── DATA PROVIDED ──
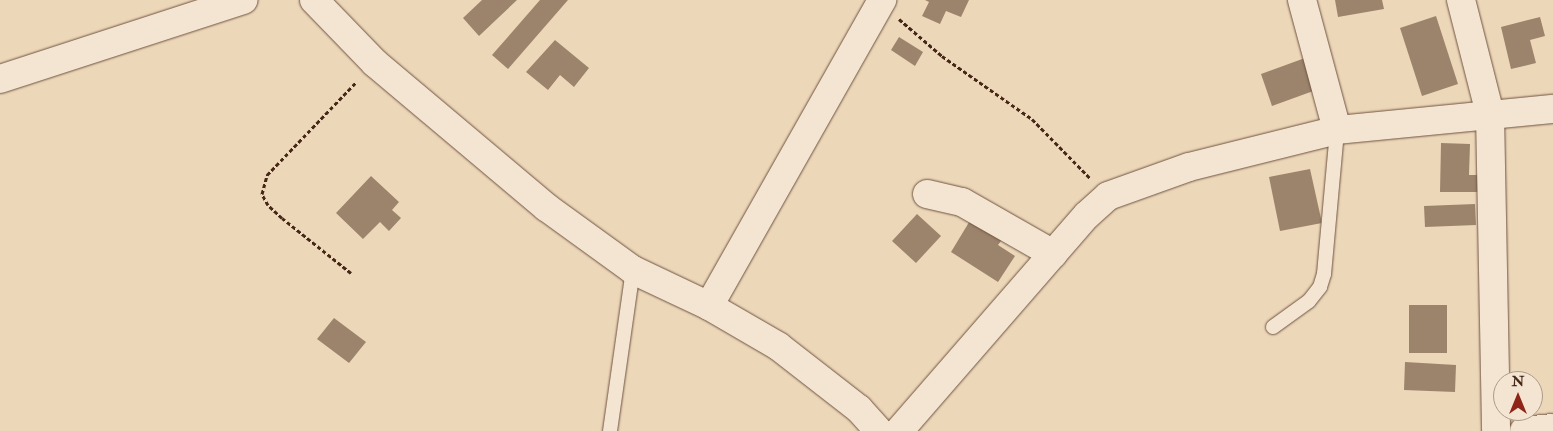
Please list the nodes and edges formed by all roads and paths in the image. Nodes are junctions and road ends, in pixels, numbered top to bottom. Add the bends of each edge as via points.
1 (243, 0) edge
2 (314, 0) edge
3 (1302, 0) edge
4 (1461, 0) edge
5 (881, 2) edge
6 (375, 63) junction
7 (0, 79) edge
8 (1553, 109) edge
9 (1490, 114) junction
10 (1337, 130) junction
11 (927, 194) dead end
12 (1108, 196) junction
13 (1053, 254) junction
14 (633, 270) junction
15 (351, 272) dead end
16 (709, 306) junction
17 (1273, 327) dead end
18 (1553, 428) edge
19 (610, 431) edge
20 (879, 431) edge
21 (900, 431) edge
22 (1496, 431) edge
23 (1524, 431) edge

1 - 7 street
2 - 6 street
3 - 10 street
4 - 9 street
5 - 12 path via 942,56 1032,119
5 - 16 street
6 - 14 street via 546,207
6 - 15 path via 267,175 262,194 282,218
8 - 9 street
9 - 10 street
9 - 22 street
10 - 12 street via 1189,167
10 - 17 lane via 1324,274 1320,287 1309,301
11 - 13 street via 962,202
12 - 13 street
13 - 21 street
14 - 16 street
14 - 19 lane
16 - 20 street via 785,351 858,409
18 - 23 street

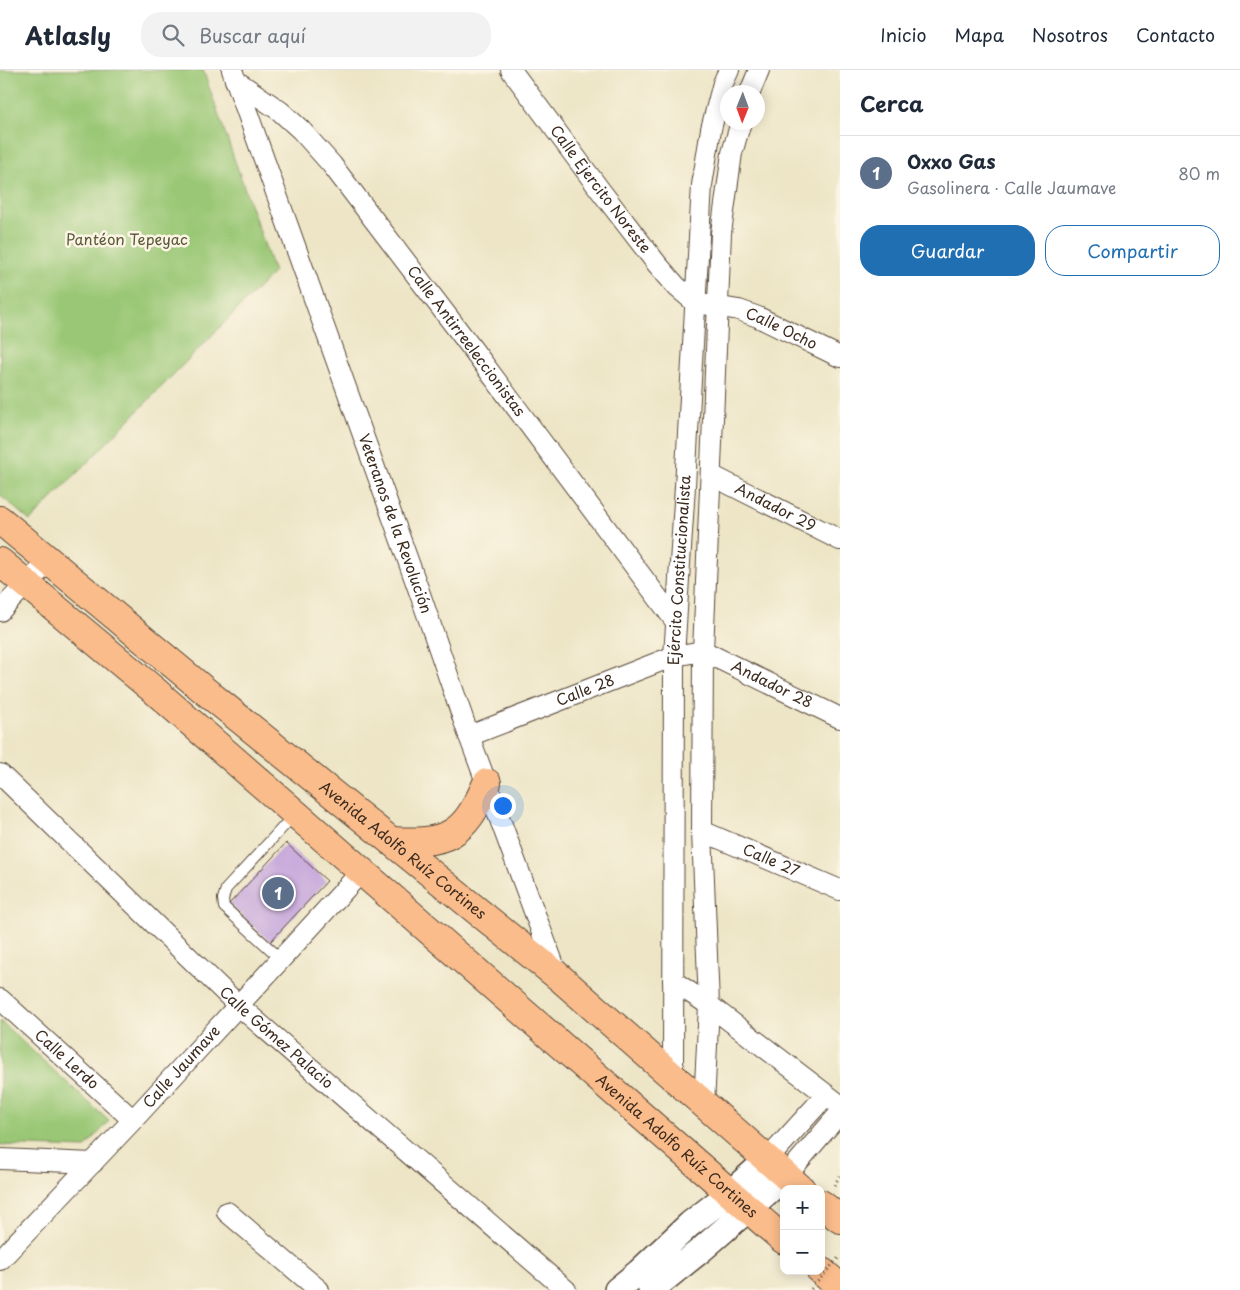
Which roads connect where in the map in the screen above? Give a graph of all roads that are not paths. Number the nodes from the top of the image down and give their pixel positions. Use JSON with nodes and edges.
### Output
{"nodes":[{"id":1,"x":511,"y":70,"type":"edge"},
{"id":2,"x":729,"y":70,"type":"edge"},
{"id":3,"x":233,"y":75,"type":"edge"},
{"id":4,"x":738,"y":130,"type":"edge"},
{"id":5,"x":696,"y":303,"type":"junction"},
{"id":6,"x":719,"y":306,"type":"junction"},
{"id":7,"x":840,"y":357,"type":"edge"},
{"id":8,"x":711,"y":475,"type":"junction"},
{"id":9,"x":0,"y":520,"type":"edge"},
{"id":10,"x":840,"y":540,"type":"edge"},
{"id":11,"x":0,"y":562,"type":"edge"},
{"id":12,"x":48,"y":562,"type":"junction"},
{"id":13,"x":26,"y":585,"type":"junction"},
{"id":14,"x":0,"y":611,"type":"edge"},
{"id":15,"x":676,"y":622,"type":"junction"},
{"id":16,"x":703,"y":651,"type":"junction"},
{"id":17,"x":674,"y":656,"type":"junction"},
{"id":18,"x":840,"y":718,"type":"edge"},
{"id":19,"x":469,"y":736,"type":"junction"},
{"id":20,"x":0,"y":774,"type":"edge"},
{"id":21,"x":487,"y":783,"type":"junction"},
{"id":22,"x":295,"y":814,"type":"junction"},
{"id":23,"x":702,"y":831,"type":"junction"},
{"id":24,"x":391,"y":841,"type":"junction"},
{"id":25,"x":360,"y":872,"type":"junction"},
{"id":26,"x":840,"y":890,"type":"edge"},
{"id":27,"x":281,"y":959,"type":"junction"},
{"id":28,"x":559,"y":977,"type":"junction"},
{"id":29,"x":673,"y":981,"type":"junction"},
{"id":30,"x":0,"y":999,"type":"edge"},
{"id":31,"x":709,"y":1005,"type":"junction"},
{"id":32,"x":239,"y":1006,"type":"junction"},
{"id":33,"x":673,"y":1075,"type":"junction"},
{"id":34,"x":833,"y":1100,"type":"edge"},
{"id":35,"x":704,"y":1105,"type":"junction"},
{"id":36,"x":840,"y":1113,"type":"edge"},
{"id":37,"x":133,"y":1120,"type":"junction"},
{"id":38,"x":0,"y":1159,"type":"edge"},
{"id":39,"x":93,"y":1163,"type":"junction"},
{"id":40,"x":784,"y":1175,"type":"edge"},
{"id":41,"x":739,"y":1201,"type":"junction"},
{"id":42,"x":825,"y":1207,"type":"edge"},
{"id":43,"x":227,"y":1212,"type":"dead end"},
{"id":44,"x":840,"y":1219,"type":"edge"},
{"id":45,"x":780,"y":1237,"type":"edge"},
{"id":46,"x":0,"y":1260,"type":"edge"},
{"id":47,"x":816,"y":1280,"type":"edge"},
{"id":48,"x":840,"y":1287,"type":"edge"},
{"id":49,"x":319,"y":1290,"type":"edge"},
{"id":50,"x":566,"y":1290,"type":"edge"},
{"id":51,"x":616,"y":1290,"type":"edge"},
{"id":52,"x":651,"y":1290,"type":"edge"}],
"edges":[{"from":1,"to":5,"type":"street","name":"Calle Ejercito Noreste"},
{"from":2,"to":5,"type":"street","name":"Ejército Constitucionalista"},
{"from":3,"to":15,"type":"street","name":"Calle Antirreeleccionistas"},
{"from":3,"to":19,"type":"street","name":"Veteranos de la Revolución"},
{"from":4,"to":6,"type":"street","name":"Ejército Constitucionalista"},
{"from":5,"to":6,"type":"street","name":"Calle Ocho"},
{"from":5,"to":15,"type":"street","name":"Ejército Constitucionalista"},
{"from":6,"to":7,"type":"street","name":"Calle Ocho"},
{"from":6,"to":8,"type":"street","name":"Ejército Constitucionalista"},
{"from":8,"to":10,"type":"street","name":"Andador 29"},
{"from":8,"to":16,"type":"street","name":"Ejército Constitucionalista"},
{"from":9,"to":12,"type":"main road","name":"Avenida Adolfo Ruíz Cortines"},
{"from":11,"to":13,"type":"main road","name":"Avenida Adolfo Ruíz Cortines"},
{"from":12,"to":13,"type":"street"},
{"from":12,"to":24,"type":"main road","name":"Avenida Adolfo Ruíz Cortines"},
{"from":13,"to":14,"type":"street"},
{"from":13,"to":22,"type":"main road","name":"Avenida Adolfo Ruíz Cortines"},
{"from":15,"to":17,"type":"street","name":"Ejército Constitucionalista"},
{"from":16,"to":17,"type":"street","name":"Calle 28"},
{"from":16,"to":18,"type":"street","name":"Andador 28"},
{"from":16,"to":23,"type":"street","name":"Ejército Constitucionalista"},
{"from":17,"to":19,"type":"street","name":"Calle 28"},
{"from":17,"to":29,"type":"street","name":"Ejército Constitucionalista"},
{"from":19,"to":21,"type":"street","name":"Veteranos de la Revolución"},
{"from":20,"to":32,"type":"street","name":"Calle Gómez Palacio"},
{"from":21,"to":24,"type":"main road"},
{"from":21,"to":28,"type":"street","name":"Veteranos de la Revolución"},
{"from":22,"to":25,"type":"main road","name":"Avenida Adolfo Ruíz Cortines"},
{"from":22,"to":27,"type":"lane"},
{"from":23,"to":26,"type":"street","name":"Calle 27"},
{"from":23,"to":31,"type":"street","name":"Ejército Constitucionalista"},
{"from":24,"to":28,"type":"main road","name":"Avenida Adolfo Ruíz Cortines"},
{"from":25,"to":27,"type":"street","name":"Calle Jaumave"},
{"from":25,"to":41,"type":"main road","name":"Avenida Adolfo Ruíz Cortines"},
{"from":27,"to":32,"type":"street","name":"Calle Jaumave"},
{"from":28,"to":33,"type":"main road","name":"Avenida Adolfo Ruíz Cortines"},
{"from":29,"to":31,"type":"street"},
{"from":29,"to":33,"type":"street","name":"Ejército Constitucionalista"},
{"from":30,"to":37,"type":"street","name":"Calle Lerdo"},
{"from":31,"to":34,"type":"street"},
{"from":31,"to":35,"type":"street","name":"Ejército Constitucionalista"},
{"from":32,"to":37,"type":"street","name":"Calle Jaumave"},
{"from":32,"to":50,"type":"street","name":"Calle Gómez Palacio"},
{"from":33,"to":35,"type":"main road","name":"Avenida Adolfo Ruíz Cortines"},
{"from":34,"to":40,"type":"street"},
{"from":35,"to":40,"type":"main road","name":"Avenida Adolfo Ruíz Cortines"},
{"from":36,"to":40,"type":"street"},
{"from":37,"to":39,"type":"street","name":"Calle Jaumave"},
{"from":38,"to":39,"type":"street"},
{"from":39,"to":46,"type":"street","name":"Calle Jaumave"},
{"from":40,"to":41,"type":"street"},
{"from":41,"to":45,"type":"main road","name":"Avenida Adolfo Ruíz Cortines"},
{"from":41,"to":51,"type":"street"},
{"from":41,"to":52,"type":"street"},
{"from":42,"to":44,"type":"main road"},
{"from":43,"to":49,"type":"street"},
{"from":47,"to":48,"type":"main road"}]}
───
[WORK TASK] The required output is a verbatim repetition of the lines from the opening of the entries above through the line containing "Which roads connect", inclusive, with no pictures and nothing else.

[OUTPUT OF THE TASK]
Please list the nodes and edges formed by all roads and paths in the image. Nodes are junctions and road ends, in pixels, numbered top to bottom. Add the bends of each edge as via points.
1 (243, 0) edge
2 (314, 0) edge
3 (1302, 0) edge
4 (1461, 0) edge
5 (881, 2) edge
6 (375, 63) junction
7 (0, 79) edge
8 (1553, 109) edge
9 (1490, 114) junction
10 (1337, 130) junction
11 (927, 194) dead end
12 (1108, 196) junction
13 (1053, 254) junction
14 (633, 270) junction
15 (351, 272) dead end
16 (709, 306) junction
17 (1273, 327) dead end
18 (1553, 428) edge
19 (610, 431) edge
20 (879, 431) edge
21 (900, 431) edge
22 (1496, 431) edge
23 (1524, 431) edge

1 - 7 street
2 - 6 street
3 - 10 street
4 - 9 street
5 - 12 path via 942,56 1032,119
5 - 16 street
6 - 14 street via 546,207
6 - 15 path via 267,175 262,194 282,218
8 - 9 street
9 - 10 street
9 - 22 street
10 - 12 street via 1189,167
10 - 17 lane via 1324,274 1320,287 1309,301
11 - 13 street via 962,202
12 - 13 street
13 - 21 street
14 - 16 street
14 - 19 lane
16 - 20 street via 785,351 858,409
18 - 23 street

Which roads connect where in the map in the screen above? Give a graph of all roads that are not paths. Number the nodes from the top of the image down and give their pixel positions. Use JSON with nodes and edges.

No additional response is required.